Stored data entries:
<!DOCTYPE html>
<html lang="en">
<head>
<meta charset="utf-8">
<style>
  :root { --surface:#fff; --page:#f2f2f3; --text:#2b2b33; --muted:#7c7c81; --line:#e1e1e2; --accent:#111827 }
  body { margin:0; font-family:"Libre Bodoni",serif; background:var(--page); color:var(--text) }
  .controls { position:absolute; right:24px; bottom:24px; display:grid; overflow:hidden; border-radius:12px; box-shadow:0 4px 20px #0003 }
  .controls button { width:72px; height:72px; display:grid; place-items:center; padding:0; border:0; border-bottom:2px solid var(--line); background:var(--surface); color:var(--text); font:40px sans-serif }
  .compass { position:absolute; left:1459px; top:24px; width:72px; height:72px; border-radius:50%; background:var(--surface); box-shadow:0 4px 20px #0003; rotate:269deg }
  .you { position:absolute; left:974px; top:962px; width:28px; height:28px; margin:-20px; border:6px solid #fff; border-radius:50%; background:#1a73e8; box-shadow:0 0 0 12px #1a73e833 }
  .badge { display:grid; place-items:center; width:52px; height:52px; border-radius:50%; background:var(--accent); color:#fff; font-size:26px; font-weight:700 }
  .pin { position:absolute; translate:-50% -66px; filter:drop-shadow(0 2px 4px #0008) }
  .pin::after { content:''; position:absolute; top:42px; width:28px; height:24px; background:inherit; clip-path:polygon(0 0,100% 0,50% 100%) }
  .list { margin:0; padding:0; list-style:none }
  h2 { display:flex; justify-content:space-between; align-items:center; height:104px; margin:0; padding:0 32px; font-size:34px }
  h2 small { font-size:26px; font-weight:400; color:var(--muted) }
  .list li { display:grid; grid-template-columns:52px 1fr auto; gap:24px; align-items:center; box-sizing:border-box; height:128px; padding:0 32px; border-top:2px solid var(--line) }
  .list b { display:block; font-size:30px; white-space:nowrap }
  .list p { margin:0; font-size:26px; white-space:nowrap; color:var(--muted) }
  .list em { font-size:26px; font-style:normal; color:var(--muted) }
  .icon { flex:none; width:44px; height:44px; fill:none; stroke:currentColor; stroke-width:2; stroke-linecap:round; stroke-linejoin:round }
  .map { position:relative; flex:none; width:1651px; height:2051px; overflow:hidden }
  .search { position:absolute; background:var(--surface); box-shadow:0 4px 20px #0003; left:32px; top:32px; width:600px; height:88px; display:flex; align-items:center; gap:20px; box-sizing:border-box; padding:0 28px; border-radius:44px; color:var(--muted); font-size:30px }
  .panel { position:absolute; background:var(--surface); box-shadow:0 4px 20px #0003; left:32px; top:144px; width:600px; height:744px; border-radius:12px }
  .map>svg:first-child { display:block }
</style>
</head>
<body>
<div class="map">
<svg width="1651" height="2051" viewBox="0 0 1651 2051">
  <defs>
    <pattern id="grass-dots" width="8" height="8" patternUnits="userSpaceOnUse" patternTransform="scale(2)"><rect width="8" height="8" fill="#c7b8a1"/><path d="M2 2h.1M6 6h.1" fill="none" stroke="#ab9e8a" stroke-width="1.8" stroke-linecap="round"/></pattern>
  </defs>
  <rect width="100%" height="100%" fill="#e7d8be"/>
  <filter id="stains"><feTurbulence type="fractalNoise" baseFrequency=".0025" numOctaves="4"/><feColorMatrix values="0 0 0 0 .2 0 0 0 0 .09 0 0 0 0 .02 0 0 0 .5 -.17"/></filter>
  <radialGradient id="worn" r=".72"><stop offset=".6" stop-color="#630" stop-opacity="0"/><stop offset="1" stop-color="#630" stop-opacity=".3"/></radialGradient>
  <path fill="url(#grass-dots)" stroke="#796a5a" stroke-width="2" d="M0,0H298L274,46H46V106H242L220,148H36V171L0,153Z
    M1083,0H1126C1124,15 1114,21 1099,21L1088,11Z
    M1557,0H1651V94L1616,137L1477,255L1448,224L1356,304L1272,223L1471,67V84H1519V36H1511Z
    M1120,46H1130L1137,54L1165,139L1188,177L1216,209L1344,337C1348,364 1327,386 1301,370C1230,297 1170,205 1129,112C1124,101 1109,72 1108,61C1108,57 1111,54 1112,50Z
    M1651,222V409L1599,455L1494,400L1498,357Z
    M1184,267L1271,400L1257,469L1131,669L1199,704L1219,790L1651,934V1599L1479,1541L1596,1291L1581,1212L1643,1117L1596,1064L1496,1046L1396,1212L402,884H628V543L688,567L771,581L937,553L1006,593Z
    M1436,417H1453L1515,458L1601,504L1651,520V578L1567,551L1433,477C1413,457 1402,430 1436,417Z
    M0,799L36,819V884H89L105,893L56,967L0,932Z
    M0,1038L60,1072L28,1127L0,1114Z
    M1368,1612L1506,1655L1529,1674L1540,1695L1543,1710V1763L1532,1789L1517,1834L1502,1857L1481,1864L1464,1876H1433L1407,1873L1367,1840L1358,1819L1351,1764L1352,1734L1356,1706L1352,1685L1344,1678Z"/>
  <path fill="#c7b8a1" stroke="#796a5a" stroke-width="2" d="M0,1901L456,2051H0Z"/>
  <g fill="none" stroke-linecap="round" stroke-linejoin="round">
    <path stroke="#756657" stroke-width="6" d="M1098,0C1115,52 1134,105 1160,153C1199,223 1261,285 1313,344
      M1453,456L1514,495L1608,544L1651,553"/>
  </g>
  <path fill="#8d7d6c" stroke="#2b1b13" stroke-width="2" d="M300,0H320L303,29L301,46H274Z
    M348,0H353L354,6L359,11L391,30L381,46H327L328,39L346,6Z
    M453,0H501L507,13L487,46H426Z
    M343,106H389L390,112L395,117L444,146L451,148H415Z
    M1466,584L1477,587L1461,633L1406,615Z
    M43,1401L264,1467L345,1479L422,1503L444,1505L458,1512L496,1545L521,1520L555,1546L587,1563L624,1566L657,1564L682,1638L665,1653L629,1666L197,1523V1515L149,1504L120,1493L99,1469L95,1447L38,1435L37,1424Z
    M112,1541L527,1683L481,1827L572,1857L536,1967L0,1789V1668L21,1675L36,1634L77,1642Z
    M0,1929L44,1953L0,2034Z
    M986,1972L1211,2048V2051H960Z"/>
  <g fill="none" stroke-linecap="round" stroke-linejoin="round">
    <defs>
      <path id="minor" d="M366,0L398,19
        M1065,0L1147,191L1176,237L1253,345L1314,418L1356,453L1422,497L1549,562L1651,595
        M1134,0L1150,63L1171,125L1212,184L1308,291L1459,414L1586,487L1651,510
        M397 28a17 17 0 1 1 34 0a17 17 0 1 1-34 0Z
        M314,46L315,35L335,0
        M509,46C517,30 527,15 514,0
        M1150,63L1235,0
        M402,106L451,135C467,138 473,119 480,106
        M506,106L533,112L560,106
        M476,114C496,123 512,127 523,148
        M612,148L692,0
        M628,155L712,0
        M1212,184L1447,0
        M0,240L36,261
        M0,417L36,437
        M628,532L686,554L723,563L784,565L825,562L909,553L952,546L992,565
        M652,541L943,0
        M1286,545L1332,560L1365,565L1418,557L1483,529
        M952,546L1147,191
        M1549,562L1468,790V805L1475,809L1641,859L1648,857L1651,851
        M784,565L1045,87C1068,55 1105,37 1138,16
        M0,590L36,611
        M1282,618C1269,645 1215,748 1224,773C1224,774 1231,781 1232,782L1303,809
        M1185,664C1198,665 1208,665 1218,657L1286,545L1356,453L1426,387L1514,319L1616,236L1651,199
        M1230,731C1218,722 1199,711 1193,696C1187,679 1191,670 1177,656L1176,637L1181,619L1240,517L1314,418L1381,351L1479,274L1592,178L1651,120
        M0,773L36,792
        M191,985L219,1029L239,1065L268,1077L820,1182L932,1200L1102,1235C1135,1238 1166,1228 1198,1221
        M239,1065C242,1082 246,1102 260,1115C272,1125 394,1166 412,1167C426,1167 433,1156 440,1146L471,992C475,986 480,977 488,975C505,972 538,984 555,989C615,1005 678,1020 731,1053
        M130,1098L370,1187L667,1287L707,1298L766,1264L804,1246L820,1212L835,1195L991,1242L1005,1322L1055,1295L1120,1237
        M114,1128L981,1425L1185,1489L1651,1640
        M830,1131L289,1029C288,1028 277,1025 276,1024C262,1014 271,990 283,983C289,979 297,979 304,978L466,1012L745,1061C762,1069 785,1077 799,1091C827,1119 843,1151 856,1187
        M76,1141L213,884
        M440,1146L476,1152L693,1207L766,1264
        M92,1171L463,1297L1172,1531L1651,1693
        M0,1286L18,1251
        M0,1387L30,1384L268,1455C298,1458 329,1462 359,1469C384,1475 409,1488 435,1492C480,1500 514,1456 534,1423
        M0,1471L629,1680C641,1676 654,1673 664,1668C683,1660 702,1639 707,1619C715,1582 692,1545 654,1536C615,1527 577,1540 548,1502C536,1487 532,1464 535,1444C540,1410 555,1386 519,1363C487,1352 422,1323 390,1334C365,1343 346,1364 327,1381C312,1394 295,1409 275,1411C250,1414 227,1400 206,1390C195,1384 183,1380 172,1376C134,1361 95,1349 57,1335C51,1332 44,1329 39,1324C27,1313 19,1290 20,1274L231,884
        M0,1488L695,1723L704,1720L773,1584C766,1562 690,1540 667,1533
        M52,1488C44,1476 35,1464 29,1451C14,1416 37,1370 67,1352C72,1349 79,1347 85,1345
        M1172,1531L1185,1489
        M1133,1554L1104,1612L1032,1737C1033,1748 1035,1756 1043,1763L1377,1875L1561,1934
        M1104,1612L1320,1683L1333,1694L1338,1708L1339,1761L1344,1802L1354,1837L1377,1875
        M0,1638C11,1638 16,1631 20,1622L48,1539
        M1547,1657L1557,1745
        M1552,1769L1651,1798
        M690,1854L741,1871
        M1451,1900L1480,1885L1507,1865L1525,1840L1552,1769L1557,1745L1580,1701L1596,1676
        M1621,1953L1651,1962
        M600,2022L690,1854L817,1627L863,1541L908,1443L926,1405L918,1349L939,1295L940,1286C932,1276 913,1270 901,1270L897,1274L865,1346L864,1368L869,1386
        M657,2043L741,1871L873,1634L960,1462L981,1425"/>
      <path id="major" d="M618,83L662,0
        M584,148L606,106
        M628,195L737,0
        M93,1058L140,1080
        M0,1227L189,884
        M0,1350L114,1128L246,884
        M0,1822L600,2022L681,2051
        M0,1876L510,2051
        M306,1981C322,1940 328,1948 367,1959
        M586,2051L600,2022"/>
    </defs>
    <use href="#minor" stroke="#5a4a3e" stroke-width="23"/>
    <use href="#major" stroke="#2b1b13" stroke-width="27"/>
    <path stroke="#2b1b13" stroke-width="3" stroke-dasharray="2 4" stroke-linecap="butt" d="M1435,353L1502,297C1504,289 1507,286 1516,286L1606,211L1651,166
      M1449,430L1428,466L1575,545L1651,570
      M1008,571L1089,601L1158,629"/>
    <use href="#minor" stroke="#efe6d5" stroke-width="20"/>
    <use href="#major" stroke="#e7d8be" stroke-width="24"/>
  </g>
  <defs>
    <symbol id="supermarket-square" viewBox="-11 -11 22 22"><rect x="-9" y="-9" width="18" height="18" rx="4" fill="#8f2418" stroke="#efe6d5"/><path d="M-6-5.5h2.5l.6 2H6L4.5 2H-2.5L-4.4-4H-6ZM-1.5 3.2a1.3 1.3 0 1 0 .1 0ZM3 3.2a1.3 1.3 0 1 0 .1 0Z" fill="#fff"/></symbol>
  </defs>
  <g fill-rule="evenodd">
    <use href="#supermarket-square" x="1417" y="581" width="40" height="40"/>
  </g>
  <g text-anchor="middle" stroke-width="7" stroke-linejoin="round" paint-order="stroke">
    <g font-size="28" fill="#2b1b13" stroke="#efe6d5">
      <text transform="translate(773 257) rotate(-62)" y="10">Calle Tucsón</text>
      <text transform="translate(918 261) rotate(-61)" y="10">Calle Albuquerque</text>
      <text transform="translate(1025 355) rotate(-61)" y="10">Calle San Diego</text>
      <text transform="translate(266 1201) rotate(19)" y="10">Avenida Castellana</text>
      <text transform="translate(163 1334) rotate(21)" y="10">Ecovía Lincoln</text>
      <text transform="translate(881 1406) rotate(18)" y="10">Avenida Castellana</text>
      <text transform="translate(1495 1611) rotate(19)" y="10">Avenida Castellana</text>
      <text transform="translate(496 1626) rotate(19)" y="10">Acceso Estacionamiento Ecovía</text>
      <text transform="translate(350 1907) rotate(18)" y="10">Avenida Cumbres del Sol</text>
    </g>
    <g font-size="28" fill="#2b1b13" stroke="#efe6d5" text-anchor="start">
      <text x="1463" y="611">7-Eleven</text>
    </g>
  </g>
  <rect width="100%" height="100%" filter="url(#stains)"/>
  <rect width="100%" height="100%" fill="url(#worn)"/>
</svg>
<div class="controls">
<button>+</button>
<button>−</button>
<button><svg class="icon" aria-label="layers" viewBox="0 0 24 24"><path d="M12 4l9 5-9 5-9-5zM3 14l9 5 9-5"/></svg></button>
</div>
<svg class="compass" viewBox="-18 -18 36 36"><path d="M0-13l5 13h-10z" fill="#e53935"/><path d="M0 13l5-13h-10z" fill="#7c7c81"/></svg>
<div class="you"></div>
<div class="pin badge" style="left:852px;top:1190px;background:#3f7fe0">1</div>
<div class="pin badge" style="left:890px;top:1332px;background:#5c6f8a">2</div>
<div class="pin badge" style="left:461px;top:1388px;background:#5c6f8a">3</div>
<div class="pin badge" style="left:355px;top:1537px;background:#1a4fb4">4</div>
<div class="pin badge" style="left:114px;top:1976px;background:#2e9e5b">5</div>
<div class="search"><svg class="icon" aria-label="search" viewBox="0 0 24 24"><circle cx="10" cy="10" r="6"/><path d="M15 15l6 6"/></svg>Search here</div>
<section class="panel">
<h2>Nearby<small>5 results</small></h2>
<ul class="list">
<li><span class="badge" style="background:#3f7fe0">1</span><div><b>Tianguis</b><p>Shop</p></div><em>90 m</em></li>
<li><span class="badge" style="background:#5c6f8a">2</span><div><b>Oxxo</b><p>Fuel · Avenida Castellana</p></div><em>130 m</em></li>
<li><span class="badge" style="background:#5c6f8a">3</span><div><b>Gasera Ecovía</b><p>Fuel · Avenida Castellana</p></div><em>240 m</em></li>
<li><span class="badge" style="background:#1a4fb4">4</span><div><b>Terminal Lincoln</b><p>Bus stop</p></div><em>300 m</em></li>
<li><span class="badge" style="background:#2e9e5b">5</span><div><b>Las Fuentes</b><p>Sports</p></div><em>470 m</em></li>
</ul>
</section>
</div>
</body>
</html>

## EXERCISE AIM
Report each line of the data that includes the string "white".

## RESPONSE TO THIS EXERCISE
  .list b { display:block; font-size:30px; white-space:nowrap }
  .list p { margin:0; font-size:26px; white-space:nowrap; color:var(--muted) }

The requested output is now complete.